Brink should be here, he knew. The passageway was an archaeologist’s paradise. He studied the decorations as he advanced, trying to memorize what he could. More detailed analysis would have to wait.

Brink was preoccupied with the life crystals. Low wasn’t quite ready to label it an obsession. When the scientist had finished “attending” to them, surely he would be ready to go back to work. Low felt the couple of crystals resting in his own back pocket. Their gentle warmth was comforting, but hardly seemed the stuff of madness.

An opening loomed ahead and he quickened his pace, making sure to keep a careful eye on the floor. There was no guarantee a gap wouldn’t appear unexpectedly in the surface underfoot. Perhaps he also unwittingly touched the wrong section of wall, or passed through an invisible beam. He never knew what had triggered the sequence of events that followed.

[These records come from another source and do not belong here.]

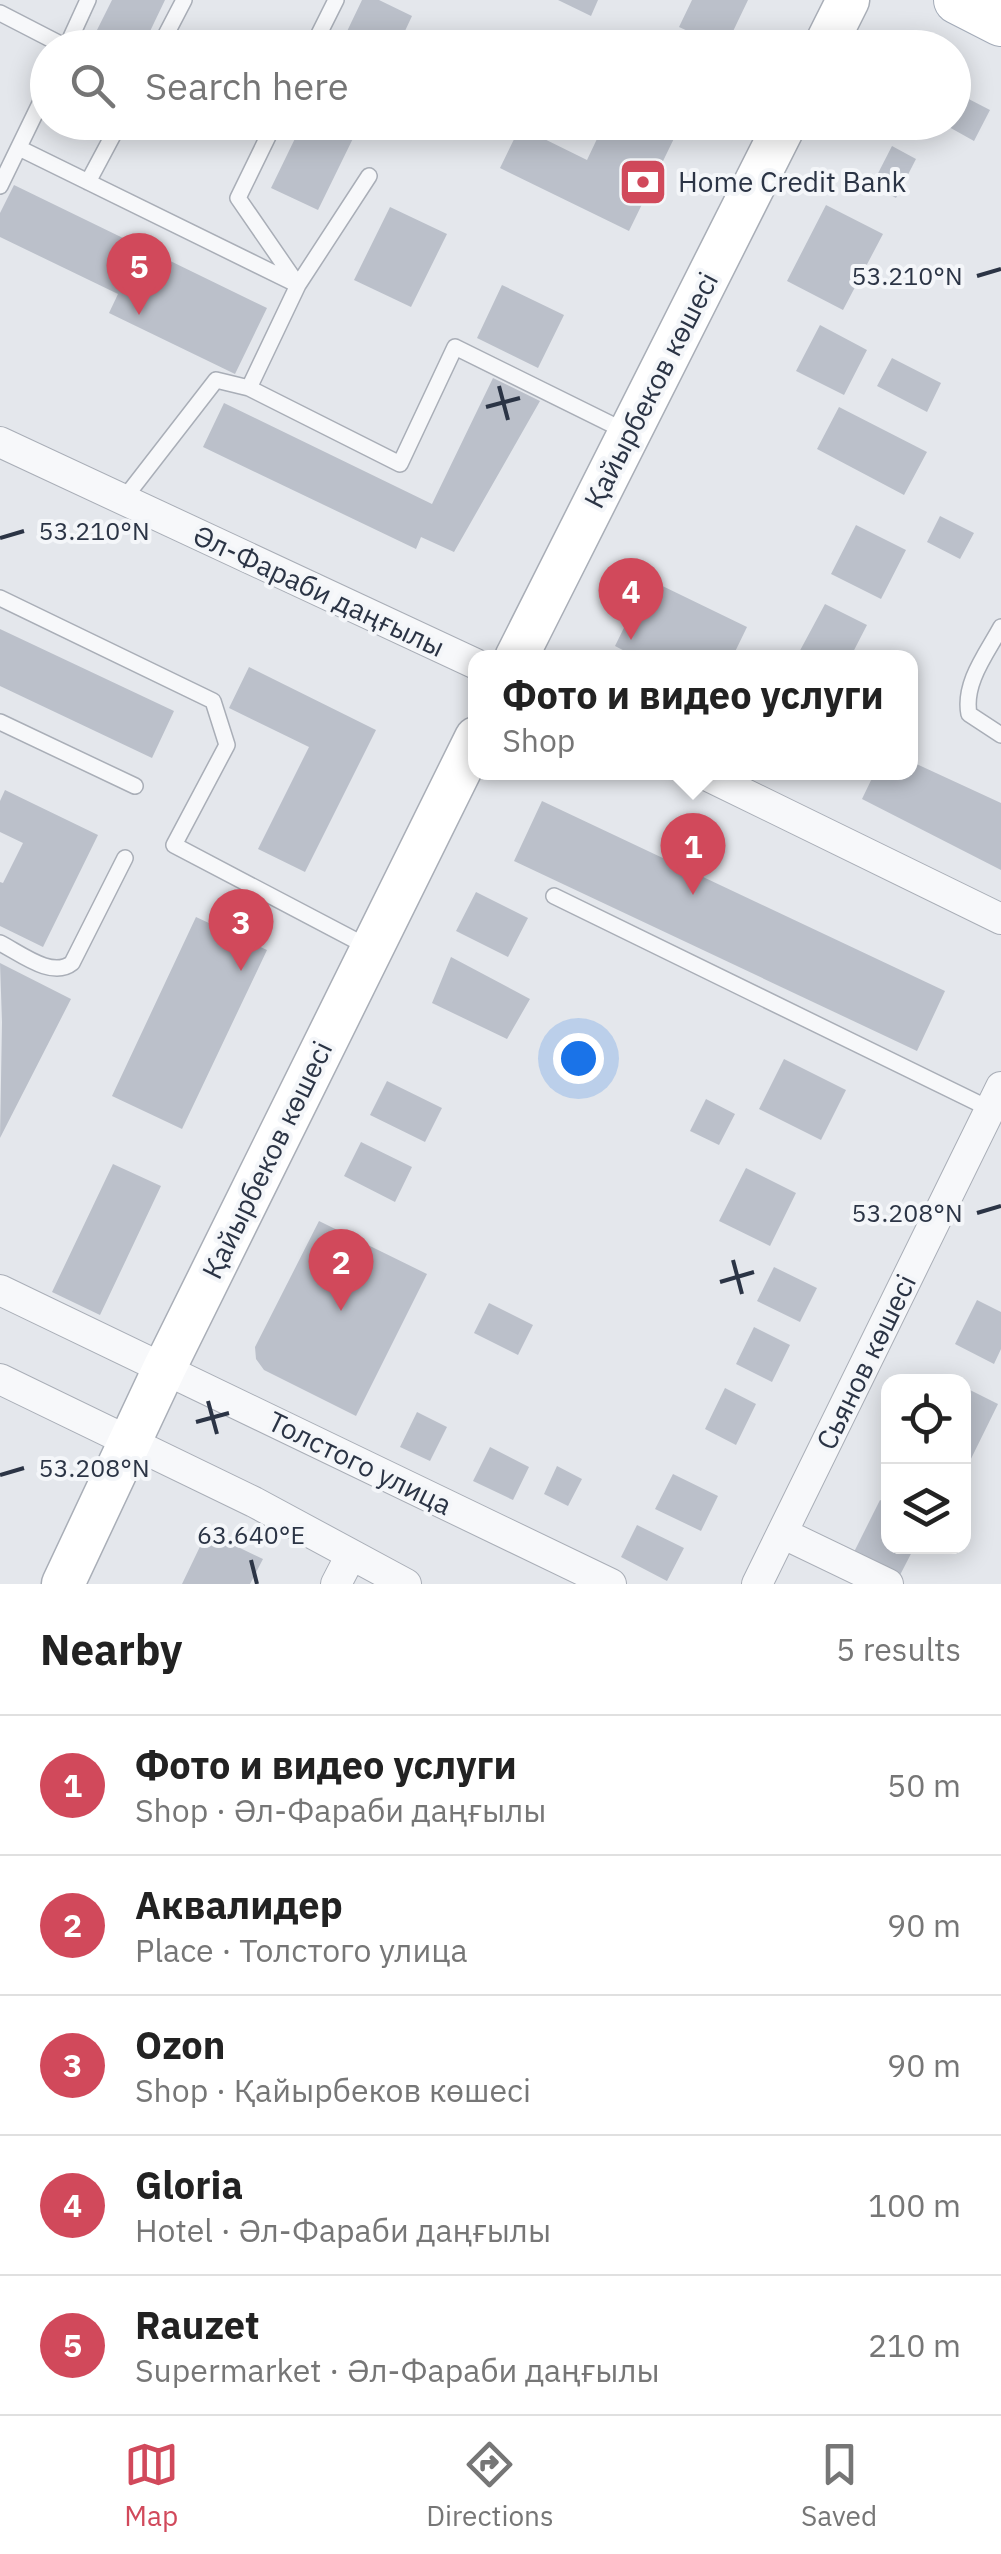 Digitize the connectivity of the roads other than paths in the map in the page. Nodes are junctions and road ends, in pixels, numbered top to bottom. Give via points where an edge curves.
1 (88, 0) edge
2 (184, 0) edge
3 (336, 0) edge
4 (848, 0) edge
5 (958, 0) edge
6 (0, 13) edge
7 (1001, 22) edge
8 (33, 30) edge
9 (74, 30) edge
10 (168, 30) edge
11 (321, 30) edge
12 (833, 30) edge
13 (30, 124) edge
14 (110, 140) edge
15 (266, 140) edge
16 (777, 140) edge
17 (19, 148) junction
18 (369, 176) dead end
19 (88, 182) junction
20 (0, 186) edge
21 (298, 285) junction
22 (248, 388) junction
23 (629, 433) junction
24 (0, 442) edge
25 (123, 500) junction
26 (0, 598) edge
27 (1001, 627) edge
28 (520, 650) edge
29 (468, 660) edge
30 (0, 722) edge
31 (1001, 735) edge
32 (468, 754) edge
33 (716, 780) edge
34 (135, 786) dead end
35 (125, 858) dead end
36 (554, 896) dead end
37 (1001, 919) edge
38 (0, 943) edge
39 (371, 949) junction
40 (996, 1098) edge
41 (0, 1290) edge
42 (164, 1369) junction
43 (0, 1379) edge
44 (132, 1442) junction
45 (782, 1533) junction
46 (350, 1555) junction
47 (63, 1584) edge
48 (336, 1584) edge
49 (406, 1584) edge
50 (611, 1584) edge
51 (757, 1584) edge
52 (888, 1584) edge

1 - 9 lane
2 - 10 lane
3 - 11 lane
4 - 12 main road
5 - 7 main road
6 - 8 lane
13 - 17 lane
14 - 19 lane
15 - 21 lane via 238,198
16 - 23 main road, Қайырбеков көшесі
17 - 19 lane
17 - 20 lane
18 - 21 lane
19 - 21 lane
21 - 22 lane
22 - 23 lane via 400,464 456,347
22 - 25 lane via 216,380
23 - 28 main road, Қайырбеков көшесі
24 - 25 street, Әл-Фараби даңғылы
25 - 29 street, Әл-Фараби даңғылы
26 - 39 lane via 213,701 227,745 174,845
27 - 31 lane via 966,703 969,714
30 - 34 lane
32 - 39 main road, Қайырбеков көшесі
33 - 37 street
35 - 38 lane via 66,969 54,970
36 - 40 lane
39 - 42 main road, Қайырбеков көшесі
40 - 45 street, Сьянов көшесі
41 - 42 street, Толстого улица
42 - 44 main road, Қайырбеков көшесі
42 - 50 street, Толстого улица
43 - 44 street
44 - 46 street
44 - 47 main road, Қайырбеков көшесі
45 - 51 street, Сьянов көшесі
45 - 52 street
46 - 48 street
46 - 49 street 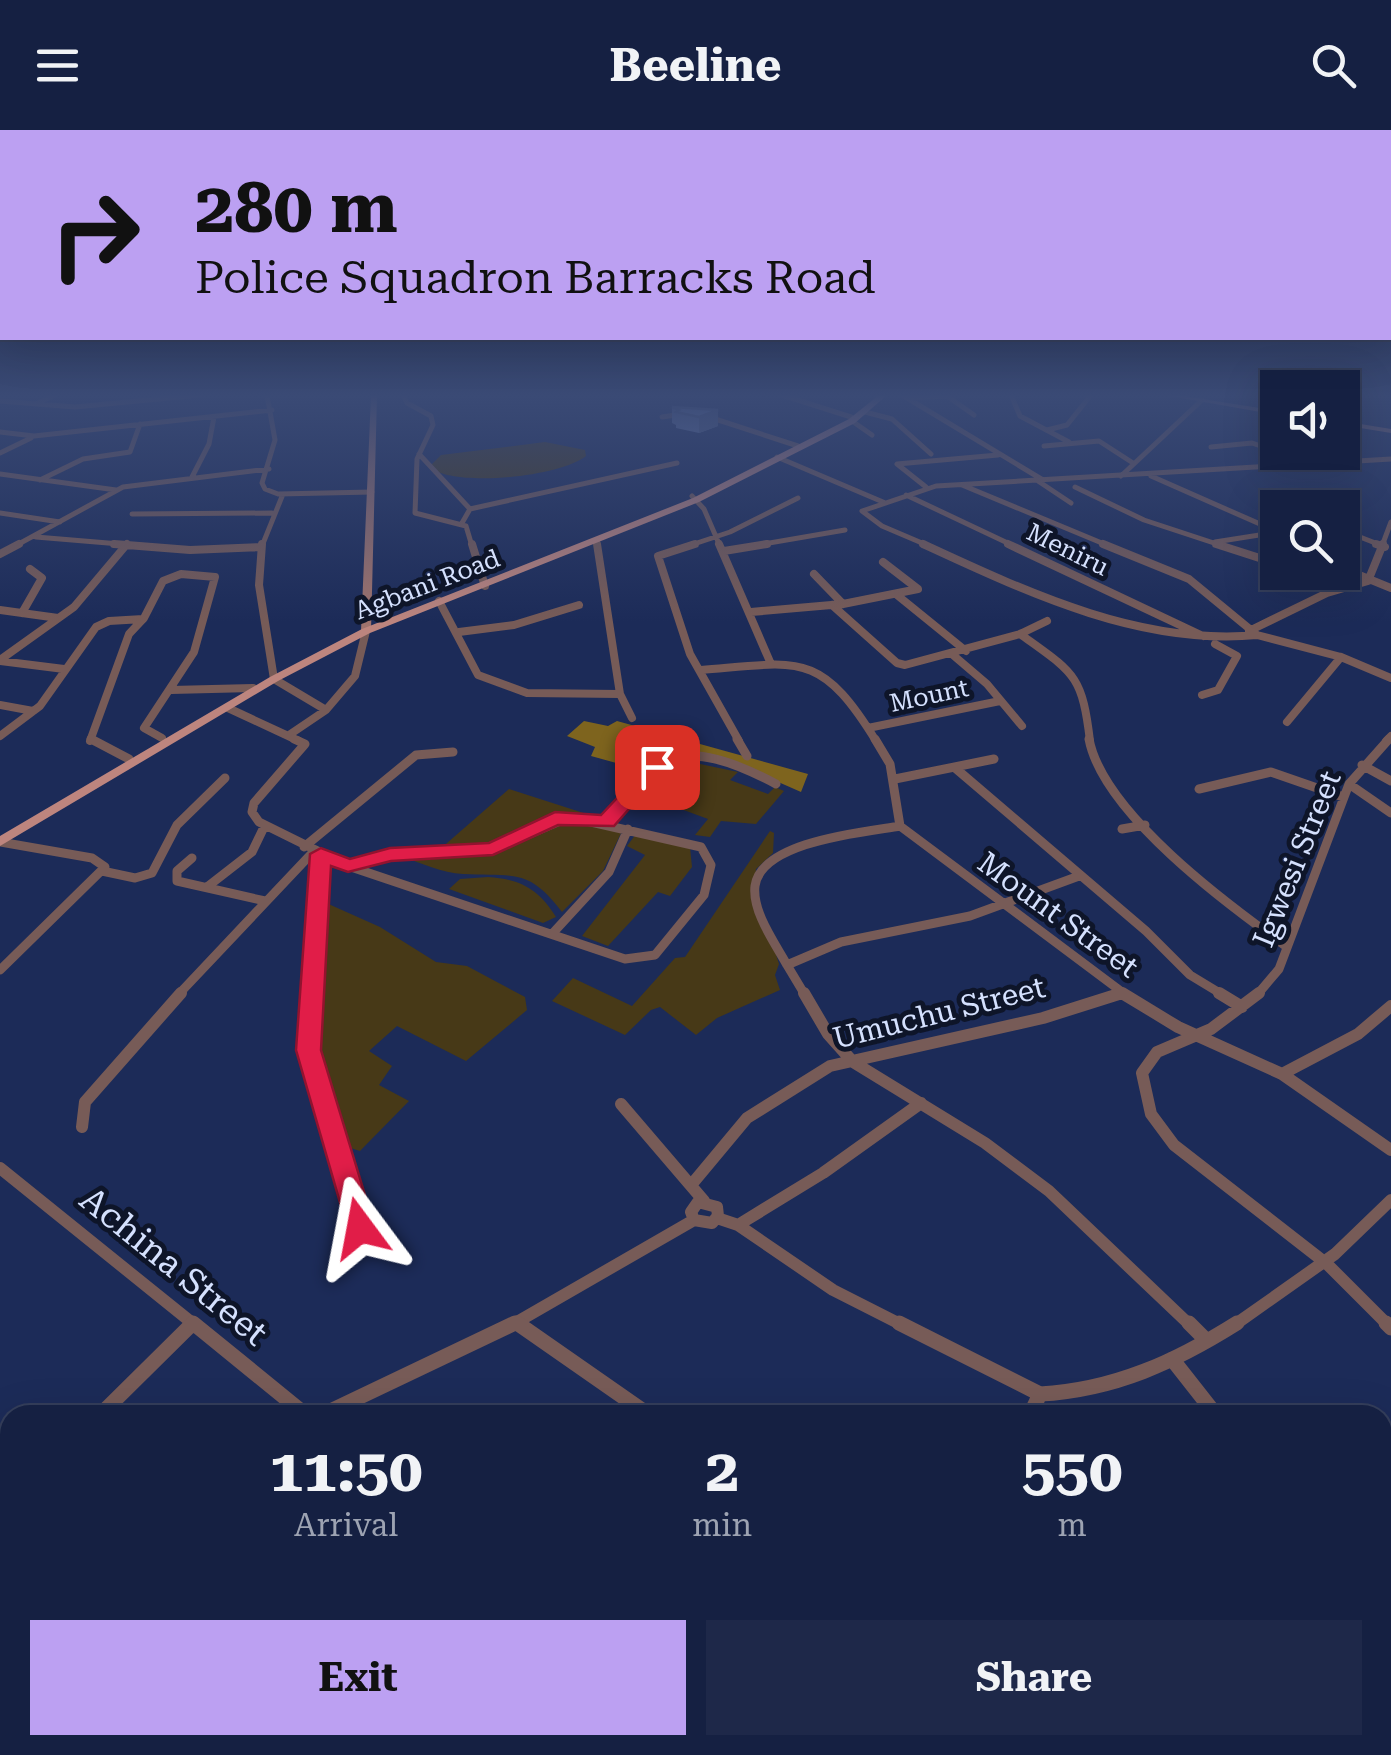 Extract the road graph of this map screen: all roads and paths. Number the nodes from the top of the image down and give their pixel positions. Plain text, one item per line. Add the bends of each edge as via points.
1 (59, 471) edge
2 (195, 471) edge
3 (249, 471) edge
4 (268, 471) edge
5 (372, 471) edge
6 (418, 471) edge
7 (435, 471) edge
8 (642, 471) edge
9 (752, 471) edge
10 (809, 471) edge
11 (906, 471) edge
12 (1026, 471) edge
13 (1125, 471) edge
14 (1212, 471) edge
15 (0, 474) edge
16 (1148, 475) junction
17 (192, 476) junction
18 (1120, 476) junction
19 (40, 480) junction
20 (1041, 480) junction
21 (962, 484) junction
22 (926, 487) junction
23 (1075, 488) dead end
24 (116, 490) junction
25 (372, 492) junction
26 (282, 494) junction
27 (906, 495) junction
28 (694, 498) junction
29 (798, 498) dead end
30 (884, 503) junction
31 (1071, 503) dead end
32 (470, 509) junction
33 (0, 513) edge
34 (272, 513) junction
35 (132, 514) dead end
36 (61, 522) junction
37 (1391, 522) edge
38 (462, 523) junction
39 (1260, 524) edge
40 (846, 530) dead end
41 (1260, 535) edge
42 (717, 536) junction
43 (32, 537) junction
44 (1360, 537) edge
45 (597, 541) junction
46 (1214, 542) junction
47 (127, 544) junction
48 (1385, 546) junction
49 (259, 547) junction
50 (190, 550) junction
51 (724, 551) junction
52 (0, 554) edge
53 (1260, 558) edge
54 (883, 562) dead end
55 (30, 569) dead end
56 (181, 574) junction
57 (814, 574) dead end
58 (1360, 578) edge
59 (1364, 580) junction
60 (1360, 581) edge
61 (484, 584) junction
62 (1391, 588) edge
63 (1336, 590) edge
64 (897, 594) junction
65 (439, 600) junction
66 (843, 604) junction
67 (580, 605) dead end
68 (832, 605) junction
69 (0, 610) edge
70 (751, 612) junction
71 (22, 613) junction
72 (59, 618) junction
73 (143, 619) junction
74 (1047, 621) dead end
75 (366, 628) junction
76 (458, 632) junction
77 (1253, 632) junction
78 (1020, 634) junction
79 (1200, 639) junction
80 (1212, 640) junction
81 (966, 651) junction
82 (953, 654) junction
83 (1341, 658) junction
84 (0, 660) edge
85 (772, 664) junction
86 (64, 669) junction
87 (701, 670) junction
88 (274, 677) junction
89 (1391, 678) edge
90 (253, 688) junction
91 (171, 690) junction
92 (620, 694) junction
93 (1202, 695) dead end
94 (1000, 700) junction
95 (0, 706) edge
96 (228, 708) junction
97 (326, 710) junction
98 (34, 711) junction
99 (632, 718) dead end
100 (1287, 722) dead end
101 (1022, 726) dead end
102 (868, 728) junction
103 (289, 734) junction
104 (0, 736) edge
105 (1391, 736) edge
106 (162, 738) junction
107 (453, 752) dead end
108 (747, 756) dead end
109 (129, 759) junction
110 (994, 759) dead end
111 (1362, 765) junction
112 (954, 767) junction
113 (225, 778) dead end
114 (894, 779) junction
115 (1391, 781) edge
116 (776, 784) dead end
117 (1349, 784) junction
118 (1199, 789) dead end
119 (1343, 797) junction
120 (1391, 813) edge
121 (606, 821) junction
122 (1145, 825) junction
123 (265, 826) junction
124 (900, 826) junction
125 (628, 828) junction
126 (1122, 829) dead end
127 (0, 840) edge
128 (313, 850) junction
129 (192, 858) dead end
130 (348, 866) junction
131 (102, 871) junction
132 (1079, 876) junction
133 (206, 887) junction
134 (266, 901) junction
135 (1001, 904) junction
136 (552, 934) junction
137 (1287, 947) junction
138 (786, 965) junction
139 (0, 970) edge
140 (1122, 993) junction
141 (1391, 1006) edge
142 (1242, 1007) junction
143 (1200, 1035) junction
144 (854, 1062) junction
145 (1282, 1074) junction
146 (921, 1103) junction
147 (621, 1104) dead end
148 (82, 1127) dead end
149 (1391, 1150) edge
150 (0, 1168) edge
151 (692, 1184) junction
152 (1391, 1200) edge
153 (704, 1201) junction
154 (717, 1218) junction
155 (694, 1220) junction
156 (738, 1225) junction
157 (365, 1249) dead end
158 (1326, 1264) junction
159 (516, 1323) junction
160 (192, 1324) junction
161 (1391, 1328) edge
162 (1206, 1340) junction
163 (1172, 1359) junction
164 (1040, 1394) junction
165 (110, 1405) edge
166 (293, 1405) edge
167 (343, 1405) edge
168 (635, 1405) edge
169 (1035, 1405) edge
170 (1208, 1405) edge

1 - 19 street
2 - 17 street
3 - 17 street
4 - 26 street via 263,487
5 - 25 main road
6 - 38 street via 414,513
7 - 32 street
8 - 32 street
9 - 28 main road, Agbani Road
10 - 30 street
11 - 22 street
12 - 20 street
13 - 18 street
14 - 16 street
15 - 19 street
16 - 18 street
16 - 39 street
17 - 24 street
18 - 20 street
19 - 24 street
20 - 21 street
20 - 31 street
21 - 22 street
21 - 77 street via 1189,579
22 - 27 street
23 - 46 street via 1133,516
24 - 36 street
25 - 26 street
25 - 75 main road
26 - 34 street
27 - 30 street
27 - 80 street, Meniru
28 - 42 street
28 - 45 main road, Agbani Road
28 - 61 main road, Agbani Road
29 - 42 street
30 - 79 street via 862,513 1006,583
32 - 38 street
33 - 36 street
34 - 35 street
34 - 49 street
36 - 43 street
37 - 48 street
38 - 61 street
40 - 51 street
41 - 46 street
42 - 51 street
42 - 87 street via 658,556
43 - 47 street
43 - 52 street
44 - 48 street
45 - 61 main road, Agbani Road
45 - 92 street
46 - 53 street
47 - 50 street
47 - 72 street
48 - 59 street
49 - 50 street
49 - 88 street via 260,612
50 - 56 street
51 - 70 street
54 - 64 street via 918,589
55 - 71 street via 42,578
56 - 73 street via 158,586
56 - 91 street via 216,578 198,642
57 - 66 street
58 - 59 street
59 - 60 street
59 - 62 street
61 - 65 main road, Agbani Road
61 - 75 main road, Agbani Road
63 - 77 street
64 - 66 street
64 - 81 street
65 - 75 main road, Agbani Road
65 - 76 street
66 - 68 street
67 - 76 street via 514,625
68 - 70 street
68 - 82 street via 896,663
69 - 71 street
70 - 85 street
71 - 72 street
72 - 84 street
73 - 86 street via 98,626
73 - 109 street via 129,634 90,742
74 - 78 street
75 - 88 main road, Agbani Road
75 - 97 street via 349,692
76 - 92 street via 475,673 517,691
77 - 80 street
77 - 83 street
78 - 81 street
78 - 122 street via 1075,677 1086,700 1095,757
79 - 80 street
79 - 93 street via 1237,653 1218,690
81 - 82 street
82 - 94 street
83 - 89 street
83 - 100 street
84 - 86 street
85 - 87 street
85 - 102 street via 822,672
86 - 98 street
87 - 108 street
88 - 90 main road, Agbani Road
88 - 96 main road, Agbani Road
88 - 97 street
90 - 91 street
90 - 106 main road, Agbani Road
91 - 106 street via 144,728
92 - 99 street
94 - 101 street
94 - 102 street, Mount
95 - 98 street
96 - 103 street
96 - 127 main road, Agbani Road
97 - 103 street
98 - 104 street
102 - 114 street
103 - 123 street via 305,746 254,802 252,812
105 - 111 street, Igwesi Street
106 - 109 main road, Agbani Road
107 - 128 street via 416,755
109 - 127 main road, Agbani Road
110 - 112 street
111 - 115 street
111 - 117 street, Igwesi Street
112 - 114 street
112 - 132 street
113 - 131 street via 177,825 152,873 135,878
114 - 124 street
116 - 121 street via 726,764 682,758 662,763
117 - 119 street, Igwesi Street
117 - 120 street
118 - 119 street via 1271,772
119 - 137 street, Igwesi Street
121 - 125 street
121 - 130 street via 555,818 493,849 390,854
122 - 126 street
122 - 137 street via 1201,880
123 - 128 street
123 - 133 street via 252,852
124 - 135 street, Mount Street
124 - 138 street via 766,860 756,877 756,898
125 - 136 street via 608,872
125 - 136 street via 701,847 711,866 704,895 655,955 643,960
127 - 131 street via 92,858 104,864
128 - 130 street
128 - 134 street
128 - 157 street via 309,1050
129 - 133 street via 176,880
130 - 136 street
131 - 139 street
132 - 135 street
132 - 142 street via 1190,975
133 - 134 street
134 - 148 street via 106,1074 85,1102
135 - 138 street via 840,942
135 - 140 street, Mount Street
137 - 142 street, Igwesi Street via 1268,986
138 - 144 street via 828,1034
140 - 143 street, Mount Street
140 - 144 street, Umuchu Street
141 - 145 street via 1358,1034
142 - 143 street, Igwesi Street
143 - 145 street, Mount Street
143 - 158 street, Igwesi Street via 1160,1048 1145,1064 1151,1114 1174,1145
144 - 146 street
144 - 151 street, Umuchu Street via 830,1066 760,1106
145 - 149 street, Mount Street
146 - 156 street
146 - 162 street via 1049,1191
147 - 151 street
150 - 160 street, Achina Street
151 - 153 street
152 - 158 street
153 - 154 street via 717,1207
153 - 155 street via 692,1209
154 - 155 street via 706,1224
154 - 156 street
155 - 159 street
156 - 164 street via 833,1290
158 - 161 street
158 - 162 street
159 - 167 street
159 - 168 street
160 - 165 street
160 - 166 street, Achina Street
162 - 163 street
163 - 164 street via 1103,1387
163 - 170 street
164 - 169 street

“It is the end,” declared a cluster of perceivers. “He is mesmerized by the beauty and mystery that surrounds him. So much so that a necessary portion of his thought-process has been neglected.”

“It would not matter.” A thousand flowed back and forth through the solid matter of the pyramid, the air within, the decorations Boston Low found so intriguing. “The end would be the same.”

“A worthy effort,” affirmed one million. “The best in a century. Perhaps those who come after will do as well.” The presences were already thinking of Low in the past tense, as if he were already dead.